The NNPC has explained the ‘outstanding’ $10bn+ as traceable to subsidies [subsidies again!] oil theft, pipeline protection, etc. did these explanations or justifications come before or after and why did NNPC not offer that explanation initially? If CBN with all its gurus and experts could not understand NNPC accounting process and model, how can an ‘mmadu-nkiti’[ordinary folk ]like me understand it!How do we manage the reputational and other damages done to our key economic institutions[CBN, NNPC], our entire governance structure and our economy? What value do other institutions, governments and agencies place on the communications from the CBN or about our economy?
It has also shown the type of politics we play in the country.

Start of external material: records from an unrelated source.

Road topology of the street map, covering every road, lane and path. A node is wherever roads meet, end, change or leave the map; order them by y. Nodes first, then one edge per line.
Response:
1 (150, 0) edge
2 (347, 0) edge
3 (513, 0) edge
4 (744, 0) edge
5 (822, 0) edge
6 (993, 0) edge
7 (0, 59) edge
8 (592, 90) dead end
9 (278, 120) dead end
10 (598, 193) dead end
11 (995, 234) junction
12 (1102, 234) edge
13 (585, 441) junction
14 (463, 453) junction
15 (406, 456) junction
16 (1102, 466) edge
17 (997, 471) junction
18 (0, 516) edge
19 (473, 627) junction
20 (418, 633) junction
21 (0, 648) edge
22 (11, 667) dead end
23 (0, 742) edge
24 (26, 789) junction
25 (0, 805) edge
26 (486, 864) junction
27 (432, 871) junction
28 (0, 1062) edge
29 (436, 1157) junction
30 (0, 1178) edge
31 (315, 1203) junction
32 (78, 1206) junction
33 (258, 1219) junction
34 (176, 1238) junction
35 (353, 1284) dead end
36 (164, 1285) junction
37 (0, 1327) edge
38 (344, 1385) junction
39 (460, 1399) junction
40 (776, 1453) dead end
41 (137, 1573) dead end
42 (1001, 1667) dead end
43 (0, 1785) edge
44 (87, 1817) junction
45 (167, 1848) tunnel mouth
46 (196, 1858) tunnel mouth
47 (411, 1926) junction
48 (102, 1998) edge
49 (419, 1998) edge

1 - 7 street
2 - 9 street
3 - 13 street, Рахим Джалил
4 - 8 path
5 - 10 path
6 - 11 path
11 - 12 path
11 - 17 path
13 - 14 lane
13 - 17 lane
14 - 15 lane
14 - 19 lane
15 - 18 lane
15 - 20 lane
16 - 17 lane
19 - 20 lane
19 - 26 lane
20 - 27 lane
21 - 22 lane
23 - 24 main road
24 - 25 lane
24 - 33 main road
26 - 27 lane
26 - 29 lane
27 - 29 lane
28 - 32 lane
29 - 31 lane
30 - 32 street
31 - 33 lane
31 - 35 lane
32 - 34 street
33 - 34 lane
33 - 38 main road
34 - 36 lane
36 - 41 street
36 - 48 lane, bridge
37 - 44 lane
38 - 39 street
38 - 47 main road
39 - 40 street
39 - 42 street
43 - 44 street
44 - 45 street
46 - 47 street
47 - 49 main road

The missing $50bn was a central part of Obasanjos ‘satanic verses’; it was one of the reason why the APC wanted Jonathan impeached; it was another reason why Senator Adeyeye had the difficult task of disagreeing with the Senate President and it also supported the body-language theory of Speaker Tambuwal who appears to be having the best from both the APC and PDP. Sanusi has unwittingly fouled the political waters or given more cannon to the political do-or-die-warriors. Of course none has admitted that there might have been an error of judgment in their outbursts.
Sanusi has given the country a bumpy parting shot. For 5 years, he nearly talked himself into trouble. This time, he did not talk himself into trouble-because he is already out- but he has boxed himself into a corner! There is need to open up the NNPC so that people can readily understand what they do there. There should also be better coordination among the agencies of government in the pursuit of the common good. Finally, search for the next CBN governor should have been at an advanced stage now. Unfortunately, we don’t know who the front runners are and what the selection criteria are. But the recent $50bn affair has also thrown light on the type of personality we should be looking for in the next governor.